Close‐up views of π‐π interaction in Gly124 and hydrophobic interaction in Ala132. A, The enhancement of π‐π interaction in G124S and G124V PD‐1 variants. The hPD‐1/hPD‐L1 (PDB: 4ZQK) served as the template to build G124S and G124V mutation models. The complex was shown in ribbon representation, and the Tyr123 of hPD‐L1, Tyr68, Gly/Ser/Val124 of hPD‐1 are shown in a stick model. Hydrogen bonds are depicted as yellow dashed lines: (a) Gly124; (b) Ser124; (c) Val124; and (d) superposition of Gly124 (green), Ser124 (magenta) and Val124 (red) in hPD‐1 variants. B, Hydrophobic interaction was enhanced in the hPD‐1 variants. Molecular surfaces of hPD‐L1 (a,b) and hPD‐1 (c,d) are represented with blue or green color, respectively, whereas the hydrophobic part is colored gray. Residues Ala/Ile132 of hPD‐1/variant are shown as stick models (a,b), and the corresponding molecular surfaces are indicated as dashed circles (c,d)

In the case of residue Ala132 of hPD‐1, the A132I mutation caused the hPD‐L1 interface hydrophobic local surface to enlarge from 628 Å² to 682 Å², because of the larger side chain (Figure 4B). The hydrophobic pocket (formed by Ile54, Val68, Tyr56 and Met115) of hPD‐L1 became more compact when accommodating Ile132 compared to Ala132. The hydrophobic interaction strength increased from 66.7 to 81.3, further implying the A132I mutation's possible contribution to the increased affinity. To verify this speculation, we introduced point mutations on the hPD‐1, A132I and a combined mutation of G124V and A132I that showed K_D values of 9.9 and 0.97 nmol/L, respectively. It indicated that a single A132I mutation could cause the affinity to increase over 200‐fold, and addition of G124V mutation delivered a further 10‐fold increase. This result showed the importance of the mutations at these 2 positions for improving the affinity of hPD‐1/hPD‐L1 interaction.
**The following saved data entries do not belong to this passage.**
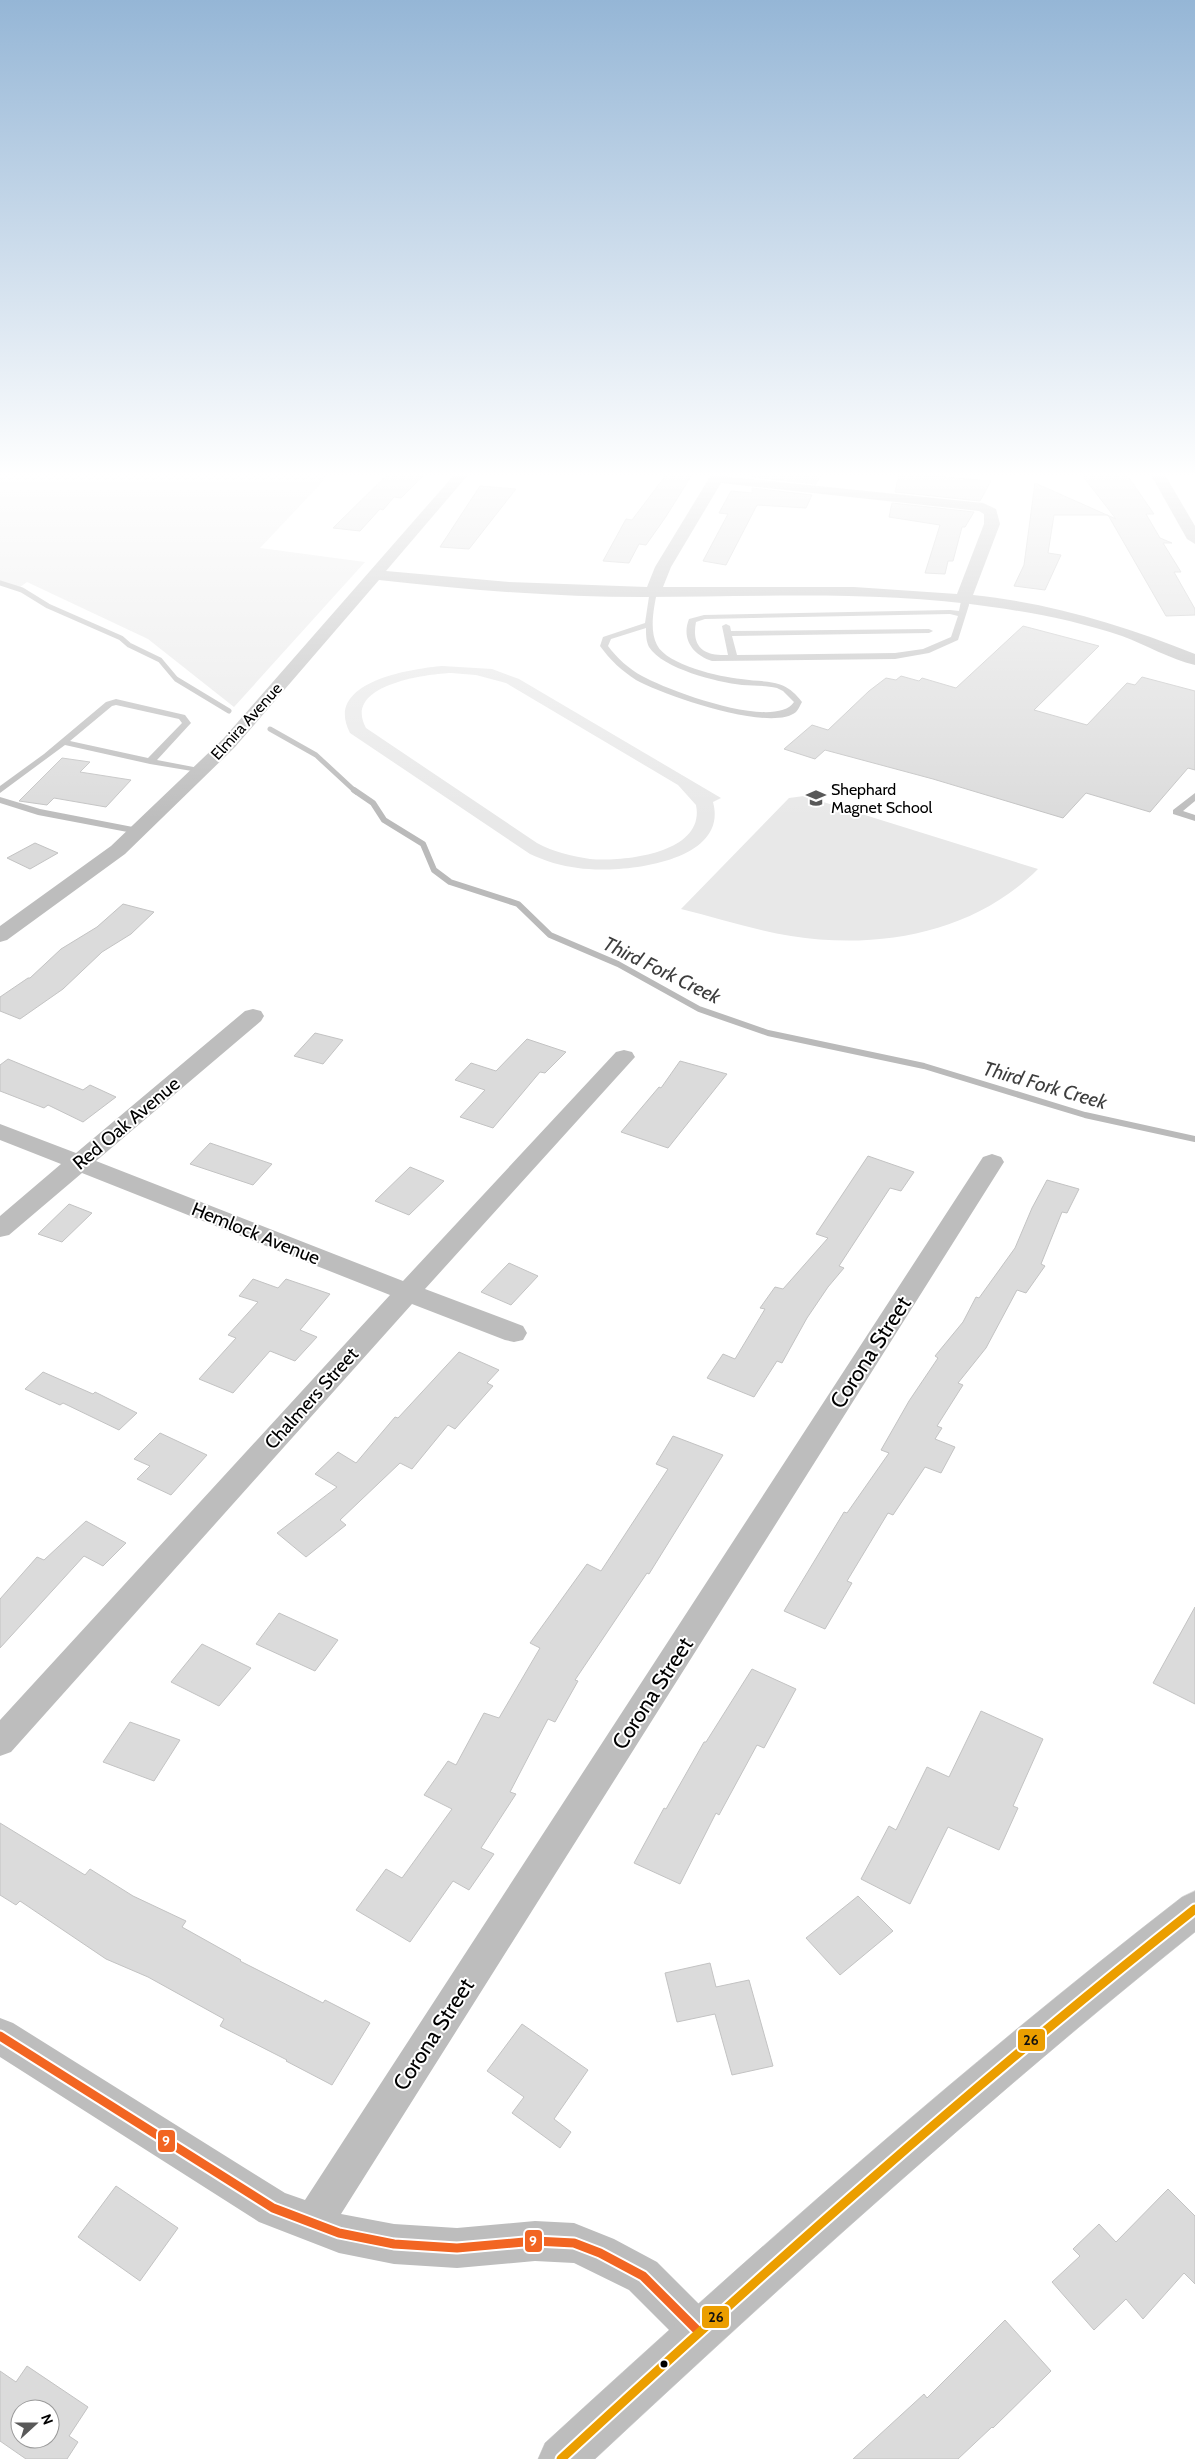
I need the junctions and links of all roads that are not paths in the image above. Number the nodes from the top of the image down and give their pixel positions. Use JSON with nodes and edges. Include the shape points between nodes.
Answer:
{"nodes":[{"id":1,"x":363,"y":590,"type":"edge"},
{"id":2,"x":528,"y":590,"type":"edge"},
{"id":3,"x":966,"y":590,"type":"edge"},
{"id":4,"x":653,"y":592,"type":"junction"},
{"id":5,"x":964,"y":606,"type":"junction"},
{"id":6,"x":728,"y":616,"type":"junction"},
{"id":7,"x":650,"y":624,"type":"junction"},
{"id":8,"x":929,"y":631,"type":"dead end"},
{"id":9,"x":728,"y":634,"type":"junction"},
{"id":10,"x":1192,"y":654,"type":"edge"},
{"id":11,"x":734,"y":658,"type":"junction"},
{"id":12,"x":63,"y":742,"type":"junction"},
{"id":13,"x":150,"y":761,"type":"junction"},
{"id":14,"x":200,"y":771,"type":"junction"},
{"id":15,"x":0,"y":790,"type":"edge"},
{"id":16,"x":1195,"y":796,"type":"edge"},
{"id":17,"x":0,"y":800,"type":"edge"},
{"id":18,"x":1195,"y":818,"type":"edge"},
{"id":19,"x":138,"y":831,"type":"junction"},
{"id":20,"x":0,"y":936,"type":"edge"},
{"id":21,"x":253,"y":1016,"type":"dead end"},
{"id":22,"x":624,"y":1057,"type":"dead end"},
{"id":23,"x":0,"y":1131,"type":"edge"},
{"id":24,"x":992,"y":1162,"type":"dead end"},
{"id":25,"x":79,"y":1163,"type":"junction"},
{"id":26,"x":0,"y":1229,"type":"edge"},
{"id":27,"x":407,"y":1292,"type":"junction"},
{"id":28,"x":514,"y":1333,"type":"dead end"},
{"id":29,"x":0,"y":1742,"type":"edge"},
{"id":30,"x":1195,"y":1909,"type":"edge"},
{"id":31,"x":0,"y":2036,"type":"edge"},
{"id":32,"x":312,"y":2224,"type":"junction"},
{"id":33,"x":699,"y":2332,"type":"junction"},
{"id":34,"x":561,"y":2459,"type":"edge"}],
"edges":[{"from":1,"to":14,"type":"street","name":"Elmira Avenue","via":[[264,705]]},
{"from":2,"to":4,"type":"street"},
{"from":3,"to":5,"type":"street"},
{"from":4,"to":5,"type":"street","via":[[874,592]]},
{"from":4,"to":7,"type":"lane"},
{"from":5,"to":6,"type":"lane","via":[[950,612]]},
{"from":5,"to":10,"type":"street","via":[[1031,607],[1068,614]]},
{"from":5,"to":11,"type":"lane","via":[[955,638],[938,648],[919,653]]},
{"from":6,"to":9,"type":"lane","via":[[724,620]]},
{"from":6,"to":11,"type":"lane","via":[[692,621],[690,631],[693,647],[699,653],[712,658]]},
{"from":7,"to":7,"type":"lane","via":[[607,637],[604,646],[611,657],[644,681],[702,703],[753,714],[776,714],[791,710],[798,702],[792,692],[780,686],[718,678],[674,663],[653,647]]},
{"from":8,"to":9,"type":"lane"},
{"from":9,"to":11,"type":"lane"},
{"from":12,"to":13,"type":"lane"},
{"from":12,"to":13,"type":"lane","via":[[109,704],[116,702],[182,717],[187,722]]},
{"from":12,"to":15,"type":"lane"},
{"from":13,"to":14,"type":"lane"},
{"from":14,"to":19,"type":"street","name":"Elmira Avenue"},
{"from":16,"to":18,"type":"lane","via":[[1176,812]]},
{"from":17,"to":19,"type":"lane","via":[[38,812]]},
{"from":19,"to":20,"type":"street","name":"Elmira Avenue","via":[[102,863]]},
{"from":21,"to":25,"type":"street","name":"Red Oak Avenue"},
{"from":22,"to":27,"type":"street","name":"Chalmers Street"},
{"from":23,"to":25,"type":"street","name":"Hemlock Avenue"},
{"from":24,"to":32,"type":"street","name":"Corona Street"},
{"from":25,"to":26,"type":"street","name":"Red Oak Avenue"},
{"from":25,"to":27,"type":"street","name":"Hemlock Avenue"},
{"from":27,"to":28,"type":"street","name":"Hemlock Avenue"},
{"from":27,"to":29,"type":"street","name":"Chalmers Street"},
{"from":30,"to":33,"type":"main road","via":[[1004,2064]]},
{"from":31,"to":32,"type":"street","via":[[273,2208]]},
{"from":32,"to":33,"type":"street","via":[[394,2244],[457,2248],[534,2241],[574,2243],[642,2276]]},
{"from":33,"to":34,"type":"main road"}]}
To analyze the structural basis of L5B7 binding to hPD‐L2, we built a homology model of hPD‐1/hPD‐L2 using an available crystal structure of mouse PD‐1/PD‐L2 (PDB number: 3BP5) (Figure 5A), which showed high homology scores with the human counterparts. We applied a structure‐based sequence alignment of apo‐hPD‐1 (PDB number: 3RRQ), hPD‐1/hPD‐L1 (PDB number: 4ZQK), and mPD‐1/mPD‐L2. We found that the FG loop orientation of PD‐1 in the PD‐1/PD‐L1 complex was different from that of the PD‐1/PD‐L2 complex (Figure 5B), which might result from a missing sequence in PD‐L2 between positions 70 and 71 in comparison with PD‐L1 (Figure 5B,C). When glycine at position 124 was substituted by serine, an additional hydrogen bond could be formed between Ser124 of hPD‐1 and Tyr112 of hPD‐L2 to secure the phenol group of Tyr112. This interaction and the residue Trp110 of hPD‐L2 composed the hydrophobic core at the hPD‐1/hPD‐L2 interface to stabilize the complex of hPD‐1 and hPD‐L2 (Figure 5D). For A132I mutation, the hydrophobic interaction of Ile132 with Ile105 of hPD‐L2 could be produced, and the mutation increased the stability of the side chain of Leu128 of hPD‐1 (Figure 5D). Compared to the effect on the affinity binding to hPD‐L1, the role of the mutations in enhancing the affinity of hPD‐1 binding to hPD‐L2 was very weak. This weakness might be due to the orientation discrepancy of the FG loop caused by the missing sequence in hPD‐L2.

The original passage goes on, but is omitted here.